And on top of that, though, as others experience downtime, and we never wish that on our competitors, but it’s just the reality of the situation they find themselves in, then that sometimes opens up opportunities for us to on, kind of a one-off basis, supply some of their customers in the market. And so, it generates an opportunity for us to even increase our product sales beyond, kind of our normal levels. And so again, our teams are working diligently to see how to best supply customers with products and how to do that in the most economic way.
Dennis Fong: Okay. Thanks Brad. I’ll turn it back.
Operator: We’ll go next to Menno Hulshof with TD Securities.
Menno Hulshof: Thanks and good morning everyone. I’ll start with Strathcona renewable diesel.
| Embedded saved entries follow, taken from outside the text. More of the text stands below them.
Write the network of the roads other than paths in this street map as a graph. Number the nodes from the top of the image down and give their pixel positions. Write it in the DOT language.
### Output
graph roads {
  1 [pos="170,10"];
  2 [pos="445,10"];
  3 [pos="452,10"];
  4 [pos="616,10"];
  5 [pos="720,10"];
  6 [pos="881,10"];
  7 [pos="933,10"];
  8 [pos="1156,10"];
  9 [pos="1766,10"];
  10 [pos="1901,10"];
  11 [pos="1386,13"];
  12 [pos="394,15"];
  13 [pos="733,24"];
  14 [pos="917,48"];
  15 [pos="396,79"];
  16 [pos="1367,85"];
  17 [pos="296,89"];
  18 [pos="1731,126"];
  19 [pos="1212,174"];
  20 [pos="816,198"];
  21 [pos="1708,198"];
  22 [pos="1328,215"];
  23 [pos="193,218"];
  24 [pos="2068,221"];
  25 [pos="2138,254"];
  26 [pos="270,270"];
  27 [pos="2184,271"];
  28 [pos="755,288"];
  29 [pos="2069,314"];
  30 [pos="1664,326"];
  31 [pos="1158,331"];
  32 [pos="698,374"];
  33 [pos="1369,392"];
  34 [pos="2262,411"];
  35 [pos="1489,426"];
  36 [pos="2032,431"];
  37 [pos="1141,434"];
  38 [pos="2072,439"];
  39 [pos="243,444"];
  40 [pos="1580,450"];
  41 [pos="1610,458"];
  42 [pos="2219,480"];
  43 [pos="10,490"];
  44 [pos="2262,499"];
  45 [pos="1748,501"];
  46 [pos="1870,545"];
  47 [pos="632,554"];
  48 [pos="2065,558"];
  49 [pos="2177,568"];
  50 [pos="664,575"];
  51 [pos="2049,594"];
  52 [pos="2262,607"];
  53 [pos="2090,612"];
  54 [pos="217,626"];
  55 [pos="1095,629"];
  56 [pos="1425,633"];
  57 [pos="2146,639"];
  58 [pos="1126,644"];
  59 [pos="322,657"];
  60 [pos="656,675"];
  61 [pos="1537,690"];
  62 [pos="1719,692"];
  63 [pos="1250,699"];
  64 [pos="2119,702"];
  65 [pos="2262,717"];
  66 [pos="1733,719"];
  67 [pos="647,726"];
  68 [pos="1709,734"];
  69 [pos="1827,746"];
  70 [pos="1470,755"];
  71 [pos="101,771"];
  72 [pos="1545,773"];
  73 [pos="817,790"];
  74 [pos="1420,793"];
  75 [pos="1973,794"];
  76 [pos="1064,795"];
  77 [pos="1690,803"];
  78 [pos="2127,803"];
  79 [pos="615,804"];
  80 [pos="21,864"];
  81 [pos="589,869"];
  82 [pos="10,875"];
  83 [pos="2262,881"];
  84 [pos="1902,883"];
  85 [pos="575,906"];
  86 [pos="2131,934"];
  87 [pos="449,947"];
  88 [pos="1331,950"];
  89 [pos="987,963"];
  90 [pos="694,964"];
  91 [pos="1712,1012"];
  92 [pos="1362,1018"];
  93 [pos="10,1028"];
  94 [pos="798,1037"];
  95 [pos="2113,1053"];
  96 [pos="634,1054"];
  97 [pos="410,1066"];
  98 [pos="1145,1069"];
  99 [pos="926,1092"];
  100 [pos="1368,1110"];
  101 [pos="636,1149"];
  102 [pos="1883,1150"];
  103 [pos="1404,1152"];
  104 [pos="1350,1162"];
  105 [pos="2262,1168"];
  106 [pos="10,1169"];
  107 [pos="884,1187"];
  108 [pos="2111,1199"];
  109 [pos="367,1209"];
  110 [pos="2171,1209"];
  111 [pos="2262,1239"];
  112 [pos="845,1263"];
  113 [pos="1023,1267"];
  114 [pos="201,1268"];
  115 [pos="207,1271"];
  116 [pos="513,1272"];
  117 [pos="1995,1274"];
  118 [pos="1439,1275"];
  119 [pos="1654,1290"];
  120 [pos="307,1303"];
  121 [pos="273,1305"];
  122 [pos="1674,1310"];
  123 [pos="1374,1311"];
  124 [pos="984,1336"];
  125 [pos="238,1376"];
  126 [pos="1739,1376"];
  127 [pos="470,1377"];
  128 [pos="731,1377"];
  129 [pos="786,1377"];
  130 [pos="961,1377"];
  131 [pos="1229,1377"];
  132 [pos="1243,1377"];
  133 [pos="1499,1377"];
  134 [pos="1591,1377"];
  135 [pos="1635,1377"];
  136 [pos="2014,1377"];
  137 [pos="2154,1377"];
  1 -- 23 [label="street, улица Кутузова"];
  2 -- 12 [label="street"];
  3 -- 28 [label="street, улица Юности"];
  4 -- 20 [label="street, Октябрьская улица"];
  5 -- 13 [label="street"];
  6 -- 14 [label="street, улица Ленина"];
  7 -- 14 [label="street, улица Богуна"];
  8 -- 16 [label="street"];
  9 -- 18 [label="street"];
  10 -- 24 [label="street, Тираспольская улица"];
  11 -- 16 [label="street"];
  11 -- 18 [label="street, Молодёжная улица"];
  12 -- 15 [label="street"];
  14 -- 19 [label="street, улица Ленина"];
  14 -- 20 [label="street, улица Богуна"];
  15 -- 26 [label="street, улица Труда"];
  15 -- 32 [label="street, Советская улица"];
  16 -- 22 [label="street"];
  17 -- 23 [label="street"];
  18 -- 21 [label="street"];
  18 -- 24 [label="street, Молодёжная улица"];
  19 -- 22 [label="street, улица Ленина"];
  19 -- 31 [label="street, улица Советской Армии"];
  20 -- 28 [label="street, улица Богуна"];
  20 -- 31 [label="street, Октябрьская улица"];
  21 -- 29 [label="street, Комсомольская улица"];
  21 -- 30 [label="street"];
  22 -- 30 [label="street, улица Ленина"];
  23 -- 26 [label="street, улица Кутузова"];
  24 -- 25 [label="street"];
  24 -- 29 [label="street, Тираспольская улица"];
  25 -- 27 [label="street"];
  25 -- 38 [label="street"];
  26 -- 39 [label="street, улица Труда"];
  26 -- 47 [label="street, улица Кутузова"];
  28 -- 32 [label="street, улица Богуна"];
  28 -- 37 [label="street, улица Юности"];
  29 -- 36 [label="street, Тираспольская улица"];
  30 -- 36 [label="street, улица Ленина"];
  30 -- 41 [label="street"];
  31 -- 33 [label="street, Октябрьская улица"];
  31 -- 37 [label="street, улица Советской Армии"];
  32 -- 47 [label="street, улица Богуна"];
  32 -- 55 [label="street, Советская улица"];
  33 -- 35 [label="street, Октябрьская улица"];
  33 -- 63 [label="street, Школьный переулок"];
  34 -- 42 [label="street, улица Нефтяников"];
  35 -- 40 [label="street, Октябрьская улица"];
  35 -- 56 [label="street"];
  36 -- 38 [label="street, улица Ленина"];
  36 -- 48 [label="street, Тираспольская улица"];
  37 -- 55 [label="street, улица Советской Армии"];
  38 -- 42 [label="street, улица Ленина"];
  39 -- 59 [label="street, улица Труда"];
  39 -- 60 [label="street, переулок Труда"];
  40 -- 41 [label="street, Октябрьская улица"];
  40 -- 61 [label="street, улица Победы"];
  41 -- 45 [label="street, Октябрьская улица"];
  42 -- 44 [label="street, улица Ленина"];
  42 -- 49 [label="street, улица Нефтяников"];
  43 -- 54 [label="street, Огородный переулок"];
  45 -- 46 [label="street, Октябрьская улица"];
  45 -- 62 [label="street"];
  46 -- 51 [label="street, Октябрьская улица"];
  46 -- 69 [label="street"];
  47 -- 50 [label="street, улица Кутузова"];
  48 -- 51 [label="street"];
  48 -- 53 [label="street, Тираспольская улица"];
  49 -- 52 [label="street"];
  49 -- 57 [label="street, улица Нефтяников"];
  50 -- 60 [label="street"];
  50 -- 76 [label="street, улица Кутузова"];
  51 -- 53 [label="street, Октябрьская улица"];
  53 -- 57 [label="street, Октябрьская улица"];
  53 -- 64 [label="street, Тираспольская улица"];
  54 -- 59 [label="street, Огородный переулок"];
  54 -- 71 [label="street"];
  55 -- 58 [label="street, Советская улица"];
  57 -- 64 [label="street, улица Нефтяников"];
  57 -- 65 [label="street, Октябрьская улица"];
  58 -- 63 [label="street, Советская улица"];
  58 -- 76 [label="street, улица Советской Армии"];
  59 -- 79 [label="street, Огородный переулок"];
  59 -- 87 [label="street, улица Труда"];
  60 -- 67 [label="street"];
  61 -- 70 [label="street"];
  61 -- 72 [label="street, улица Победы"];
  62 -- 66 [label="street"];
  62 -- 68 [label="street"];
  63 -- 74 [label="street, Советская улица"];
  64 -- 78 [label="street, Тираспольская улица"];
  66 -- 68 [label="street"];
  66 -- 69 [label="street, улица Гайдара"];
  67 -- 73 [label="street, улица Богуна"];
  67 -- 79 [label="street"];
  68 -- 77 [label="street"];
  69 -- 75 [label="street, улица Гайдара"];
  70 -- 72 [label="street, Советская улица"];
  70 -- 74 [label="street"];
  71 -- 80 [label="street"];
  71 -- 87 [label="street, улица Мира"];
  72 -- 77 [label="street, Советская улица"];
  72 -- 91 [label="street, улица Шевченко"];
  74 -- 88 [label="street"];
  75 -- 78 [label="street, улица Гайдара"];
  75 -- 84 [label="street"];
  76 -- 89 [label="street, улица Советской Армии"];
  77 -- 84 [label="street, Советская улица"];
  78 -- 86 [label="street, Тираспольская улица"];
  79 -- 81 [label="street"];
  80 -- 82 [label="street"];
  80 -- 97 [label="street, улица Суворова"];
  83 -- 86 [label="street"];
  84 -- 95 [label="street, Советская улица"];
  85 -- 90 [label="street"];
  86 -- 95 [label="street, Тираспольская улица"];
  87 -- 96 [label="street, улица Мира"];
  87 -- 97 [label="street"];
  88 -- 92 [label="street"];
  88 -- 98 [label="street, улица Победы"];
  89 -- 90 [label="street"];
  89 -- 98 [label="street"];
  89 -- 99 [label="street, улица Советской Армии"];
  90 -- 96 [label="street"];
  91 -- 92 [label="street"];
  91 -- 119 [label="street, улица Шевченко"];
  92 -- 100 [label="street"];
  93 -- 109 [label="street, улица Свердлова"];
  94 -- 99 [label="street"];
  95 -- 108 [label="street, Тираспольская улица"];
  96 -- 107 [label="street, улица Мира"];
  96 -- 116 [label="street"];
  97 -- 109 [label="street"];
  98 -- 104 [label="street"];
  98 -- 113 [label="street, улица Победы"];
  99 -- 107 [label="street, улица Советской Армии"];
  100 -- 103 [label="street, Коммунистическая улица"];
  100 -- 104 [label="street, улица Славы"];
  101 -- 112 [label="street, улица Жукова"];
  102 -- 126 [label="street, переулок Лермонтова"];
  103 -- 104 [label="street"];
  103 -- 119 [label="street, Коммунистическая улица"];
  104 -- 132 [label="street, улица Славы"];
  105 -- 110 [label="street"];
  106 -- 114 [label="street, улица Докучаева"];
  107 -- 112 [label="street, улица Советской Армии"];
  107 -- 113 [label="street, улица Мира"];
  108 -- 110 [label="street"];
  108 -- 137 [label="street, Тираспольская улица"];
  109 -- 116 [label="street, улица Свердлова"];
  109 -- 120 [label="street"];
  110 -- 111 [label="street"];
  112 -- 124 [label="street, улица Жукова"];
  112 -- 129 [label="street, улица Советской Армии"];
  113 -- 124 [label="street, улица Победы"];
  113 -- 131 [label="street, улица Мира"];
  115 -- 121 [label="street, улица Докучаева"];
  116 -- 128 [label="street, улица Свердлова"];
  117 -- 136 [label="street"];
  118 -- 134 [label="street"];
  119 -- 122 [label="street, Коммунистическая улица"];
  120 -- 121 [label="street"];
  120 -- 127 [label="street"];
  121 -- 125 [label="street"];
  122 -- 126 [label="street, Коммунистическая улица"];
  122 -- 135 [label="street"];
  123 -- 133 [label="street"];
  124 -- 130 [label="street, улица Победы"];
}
You clearly had enough confidence in the economics to FID last week, but given the cost and the scope increase, could we get your thoughts on, sort of the range of outcomes on project returns or even the project hurdle? And finally, where do things stand in terms of signing of feedstock supply agreements?
Brad Corson: Yes. Thanks for those questions, Menno. I mean, first, I would just say, we don’t normally talk about individual rates of returns on projects like this, although I can assure you, it’s a very robust return. It’s double-digit return and it competes very well with other projects in our portfolio that are competing for capital and hence, the reason we took it to FID. But I have with me Jon Wetmore, who is the VP of our Downstream and has been directly involved with this project from the outset and bringing a lot of leadership to moving it along, kind of through the decision process. And so, maybe I’ll turn it to him to talk maybe a little bit more about cost and then also, kind of the some of those supply contracts.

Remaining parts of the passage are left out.